(Collected data entries)
- - -

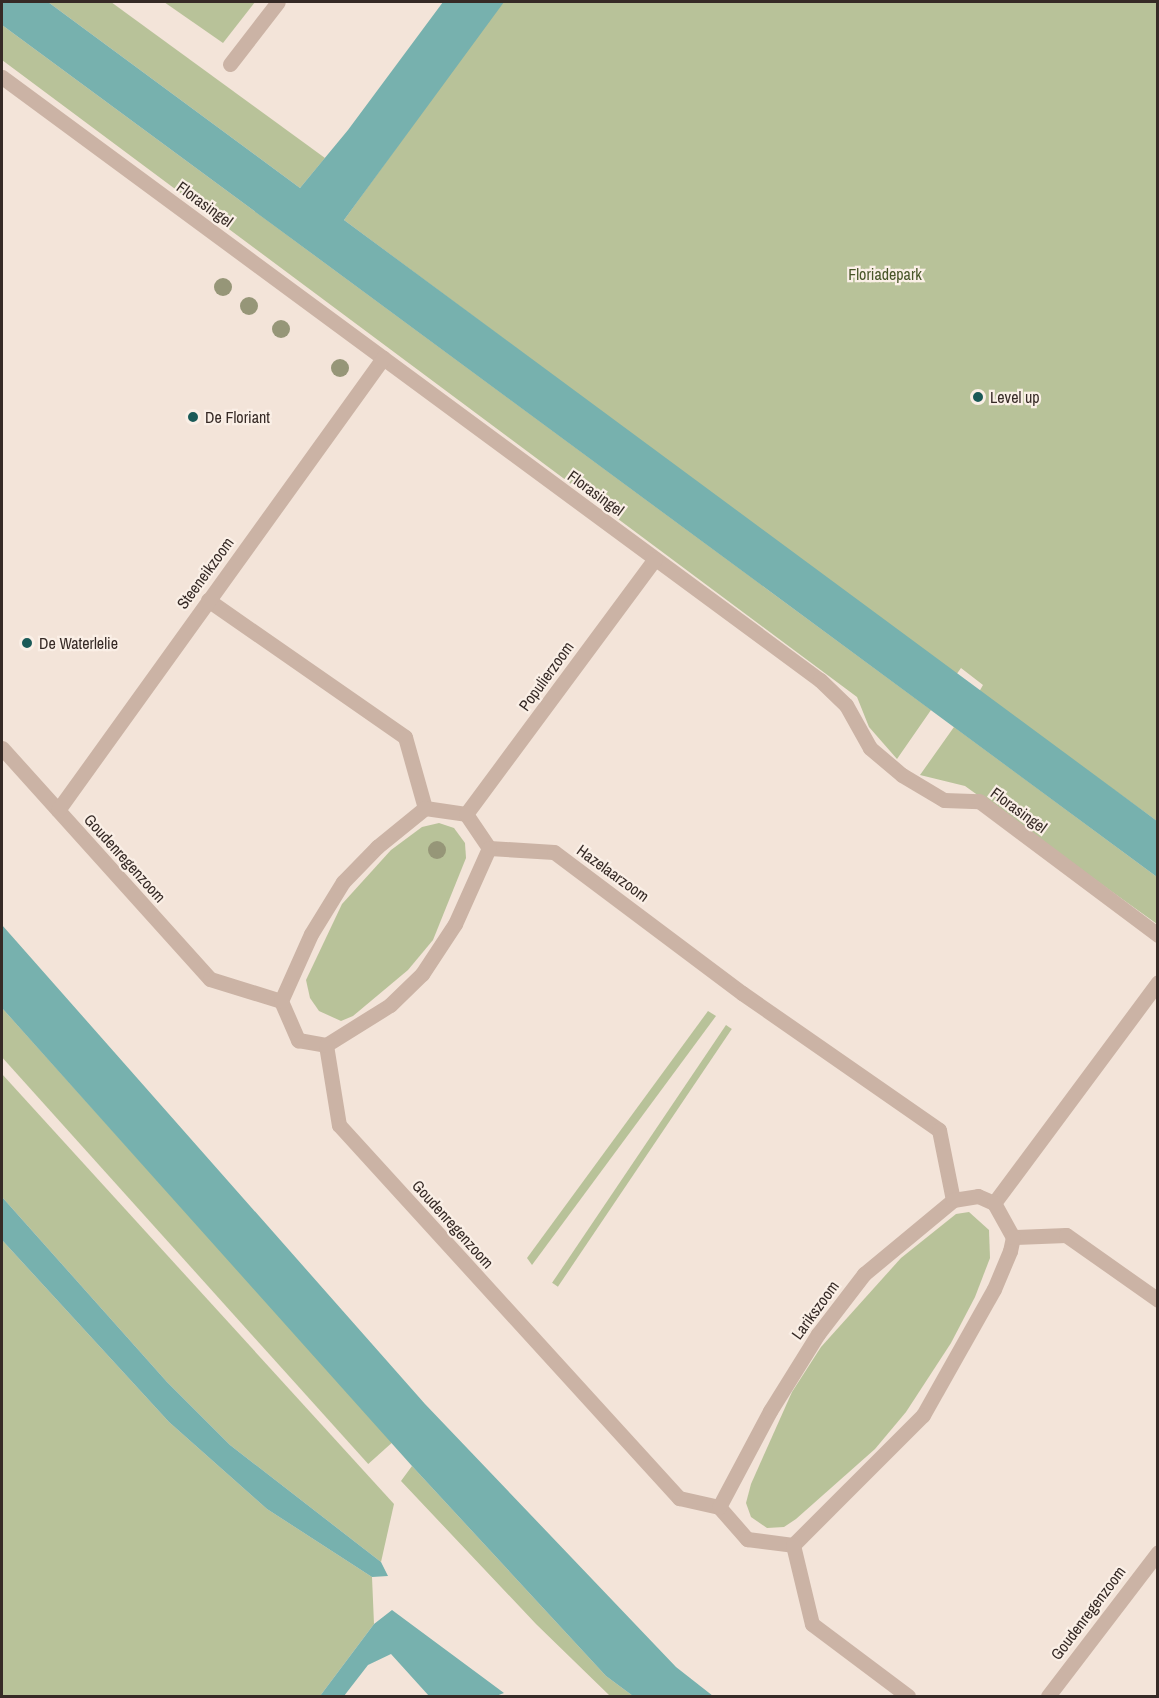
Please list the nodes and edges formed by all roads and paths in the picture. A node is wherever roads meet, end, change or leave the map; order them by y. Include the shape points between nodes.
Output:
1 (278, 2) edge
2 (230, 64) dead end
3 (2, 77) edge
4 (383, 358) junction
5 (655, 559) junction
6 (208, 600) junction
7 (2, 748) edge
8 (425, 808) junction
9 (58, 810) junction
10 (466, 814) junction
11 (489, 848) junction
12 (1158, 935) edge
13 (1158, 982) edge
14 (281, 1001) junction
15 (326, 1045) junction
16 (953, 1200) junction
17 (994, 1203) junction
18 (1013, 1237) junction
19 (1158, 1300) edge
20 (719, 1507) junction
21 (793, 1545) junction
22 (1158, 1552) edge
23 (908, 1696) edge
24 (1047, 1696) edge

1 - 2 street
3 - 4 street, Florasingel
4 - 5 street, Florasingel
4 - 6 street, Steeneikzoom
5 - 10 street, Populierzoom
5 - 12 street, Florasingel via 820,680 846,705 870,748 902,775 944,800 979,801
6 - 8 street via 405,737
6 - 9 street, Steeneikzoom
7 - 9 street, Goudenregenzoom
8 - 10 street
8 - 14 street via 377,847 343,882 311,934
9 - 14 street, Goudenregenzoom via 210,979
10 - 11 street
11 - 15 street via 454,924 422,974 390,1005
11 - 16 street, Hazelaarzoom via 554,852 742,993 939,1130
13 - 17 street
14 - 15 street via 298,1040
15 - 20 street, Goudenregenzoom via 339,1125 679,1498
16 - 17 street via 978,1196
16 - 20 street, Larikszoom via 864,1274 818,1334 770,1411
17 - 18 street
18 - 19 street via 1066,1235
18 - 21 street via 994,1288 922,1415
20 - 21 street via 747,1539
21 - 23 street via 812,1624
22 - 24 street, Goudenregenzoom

- - -

WORK INSTRUCTION: What you return must match the records letter for letter, except that the pictures stay out.

ANSWER SECTION:
Please list the nodes and edges formed by all roads and paths in the picture. A node is wherever roads meet, end, change or leave the map; order them by y. Include the shape points between nodes.
Output:
1 (278, 2) edge
2 (230, 64) dead end
3 (2, 77) edge
4 (383, 358) junction
5 (655, 559) junction
6 (208, 600) junction
7 (2, 748) edge
8 (425, 808) junction
9 (58, 810) junction
10 (466, 814) junction
11 (489, 848) junction
12 (1158, 935) edge
13 (1158, 982) edge
14 (281, 1001) junction
15 (326, 1045) junction
16 (953, 1200) junction
17 (994, 1203) junction
18 (1013, 1237) junction
19 (1158, 1300) edge
20 (719, 1507) junction
21 (793, 1545) junction
22 (1158, 1552) edge
23 (908, 1696) edge
24 (1047, 1696) edge

1 - 2 street
3 - 4 street, Florasingel
4 - 5 street, Florasingel
4 - 6 street, Steeneikzoom
5 - 10 street, Populierzoom
5 - 12 street, Florasingel via 820,680 846,705 870,748 902,775 944,800 979,801
6 - 8 street via 405,737
6 - 9 street, Steeneikzoom
7 - 9 street, Goudenregenzoom
8 - 10 street
8 - 14 street via 377,847 343,882 311,934
9 - 14 street, Goudenregenzoom via 210,979
10 - 11 street
11 - 15 street via 454,924 422,974 390,1005
11 - 16 street, Hazelaarzoom via 554,852 742,993 939,1130
13 - 17 street
14 - 15 street via 298,1040
15 - 20 street, Goudenregenzoom via 339,1125 679,1498
16 - 17 street via 978,1196
16 - 20 street, Larikszoom via 864,1274 818,1334 770,1411
17 - 18 street
18 - 19 street via 1066,1235
18 - 21 street via 994,1288 922,1415
20 - 21 street via 747,1539
21 - 23 street via 812,1624
22 - 24 street, Goudenregenzoom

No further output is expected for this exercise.